I'd like the entries reproduced exactly, with all pictures omitted.

[Dataset records]
┄┄┄┄┄┄┄┄┄┄┄┄┄┄┄┄┄┄┄┄
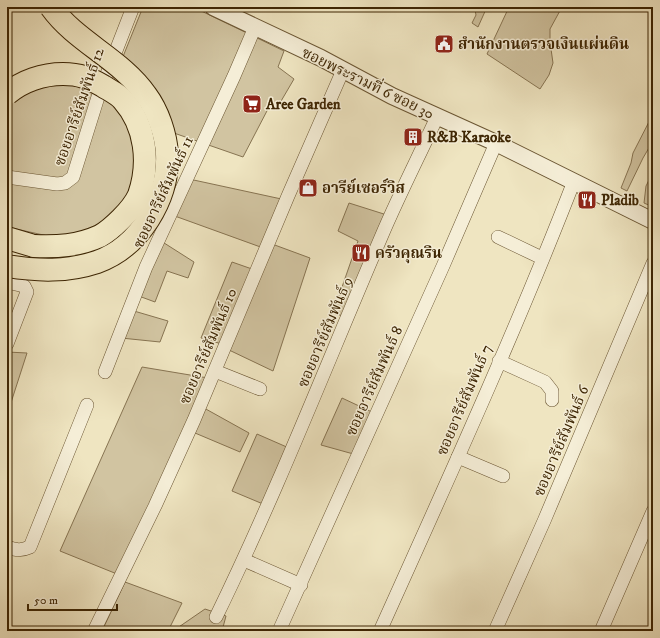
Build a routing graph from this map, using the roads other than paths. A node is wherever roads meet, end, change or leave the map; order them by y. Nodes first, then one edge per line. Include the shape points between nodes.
1 (50, 7) edge
2 (134, 7) edge
3 (213, 7) edge
4 (255, 27) junction
5 (343, 70) junction
6 (7, 94) edge
7 (437, 117) junction
8 (496, 143) junction
9 (7, 177) edge
10 (574, 181) junction
11 (653, 221) edge
12 (498, 237) dead end
13 (7, 238) edge
14 (542, 258) junction
15 (653, 263) edge
16 (7, 266) edge
17 (7, 282) edge
18 (7, 344) edge
19 (499, 361) junction
20 (215, 371) junction
21 (105, 372) dead end
22 (260, 389) dead end
23 (552, 400) dead end
24 (87, 405) dead end
25 (458, 457) junction
26 (503, 476) dead end
27 (653, 511) edge
28 (7, 547) edge
29 (244, 560) junction
30 (301, 585) junction
31 (216, 617) dead end
32 (94, 631) edge
33 (279, 631) edge
34 (380, 631) edge
35 (495, 631) edge
36 (601, 631) edge

1 - 16 highway, bridge via 76,34 136,82 147,96 157,114 165,138 165,174 161,194 147,220 132,239 117,251 98,261 56,271
2 - 9 street, ซอยอารีย์สัมพันธ์ 12 via 98,97 73,177 65,183 57,184
3 - 4 street, ซอยพระรามที่ 6 ซอย 30
4 - 5 street, ซอยพระรามที่ 6 ซอย 30
4 - 21 street, ซอยอารีย์สัมพันธ์ 11 via 146,267
5 - 7 street, ซอยพระรามที่ 6 ซอย 30
5 - 20 street, ซอยอารีย์สัมพันธ์ 10
6 - 13 highway, bridge via 41,76 75,74 92,80 122,100 134,116 142,135 146,155 139,195 129,211 101,236 57,247 34,246
7 - 8 street, ซอยพระรามที่ 6 ซอย 30
7 - 29 street, ซอยอารีย์สัมพันธ์ 9 via 383,234
8 - 10 street, ซอยพระรามที่ 6 ซอย 30
8 - 30 street, ซอยอารีย์สัมพันธ์ 8
10 - 11 street, ซอยพระรามที่ 6 ซอย 30
10 - 14 street, ซอยอารีย์สัมพันธ์ 7
12 - 14 street
14 - 19 street, ซอยอารีย์สัมพันธ์ 7
15 - 35 street, ซอยอารีย์สัมพันธ์ 6
17 - 18 street via 24,286 27,292
19 - 23 street via 545,382 552,391
19 - 25 street, ซอยอารีย์สัมพันธ์ 7
20 - 22 street
20 - 32 street, ซอยอารีย์สัมพันธ์ 10 via 155,506
24 - 28 street via 30,546 16,550
25 - 26 street
25 - 34 street, ซอยอารีย์สัมพันธ์ 7
27 - 36 street
29 - 30 street
29 - 31 street, ซอยอารีย์สัมพันธ์ 9
30 - 33 street, ซอยอารีย์สัมพันธ์ 8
┄┄┄┄┄┄┄┄┄┄┄┄┄┄┄┄┄┄┄┄
▶ [Task answer]
Build a routing graph from this map, using the roads other than paths. A node is wherever roads meet, end, change or leave the map; order them by y. Nodes first, then one edge per line. Include the shape points between nodes.
1 (50, 7) edge
2 (134, 7) edge
3 (213, 7) edge
4 (255, 27) junction
5 (343, 70) junction
6 (7, 94) edge
7 (437, 117) junction
8 (496, 143) junction
9 (7, 177) edge
10 (574, 181) junction
11 (653, 221) edge
12 (498, 237) dead end
13 (7, 238) edge
14 (542, 258) junction
15 (653, 263) edge
16 (7, 266) edge
17 (7, 282) edge
18 (7, 344) edge
19 (499, 361) junction
20 (215, 371) junction
21 (105, 372) dead end
22 (260, 389) dead end
23 (552, 400) dead end
24 (87, 405) dead end
25 (458, 457) junction
26 (503, 476) dead end
27 (653, 511) edge
28 (7, 547) edge
29 (244, 560) junction
30 (301, 585) junction
31 (216, 617) dead end
32 (94, 631) edge
33 (279, 631) edge
34 (380, 631) edge
35 (495, 631) edge
36 (601, 631) edge

1 - 16 highway, bridge via 76,34 136,82 147,96 157,114 165,138 165,174 161,194 147,220 132,239 117,251 98,261 56,271
2 - 9 street, ซอยอารีย์สัมพันธ์ 12 via 98,97 73,177 65,183 57,184
3 - 4 street, ซอยพระรามที่ 6 ซอย 30
4 - 5 street, ซอยพระรามที่ 6 ซอย 30
4 - 21 street, ซอยอารีย์สัมพันธ์ 11 via 146,267
5 - 7 street, ซอยพระรามที่ 6 ซอย 30
5 - 20 street, ซอยอารีย์สัมพันธ์ 10
6 - 13 highway, bridge via 41,76 75,74 92,80 122,100 134,116 142,135 146,155 139,195 129,211 101,236 57,247 34,246
7 - 8 street, ซอยพระรามที่ 6 ซอย 30
7 - 29 street, ซอยอารีย์สัมพันธ์ 9 via 383,234
8 - 10 street, ซอยพระรามที่ 6 ซอย 30
8 - 30 street, ซอยอารีย์สัมพันธ์ 8
10 - 11 street, ซอยพระรามที่ 6 ซอย 30
10 - 14 street, ซอยอารีย์สัมพันธ์ 7
12 - 14 street
14 - 19 street, ซอยอารีย์สัมพันธ์ 7
15 - 35 street, ซอยอารีย์สัมพันธ์ 6
17 - 18 street via 24,286 27,292
19 - 23 street via 545,382 552,391
19 - 25 street, ซอยอารีย์สัมพันธ์ 7
20 - 22 street
20 - 32 street, ซอยอารีย์สัมพันธ์ 10 via 155,506
24 - 28 street via 30,546 16,550
25 - 26 street
25 - 34 street, ซอยอารีย์สัมพันธ์ 7
27 - 36 street
29 - 30 street
29 - 31 street, ซอยอารีย์สัมพันธ์ 9
30 - 33 street, ซอยอารีย์สัมพันธ์ 8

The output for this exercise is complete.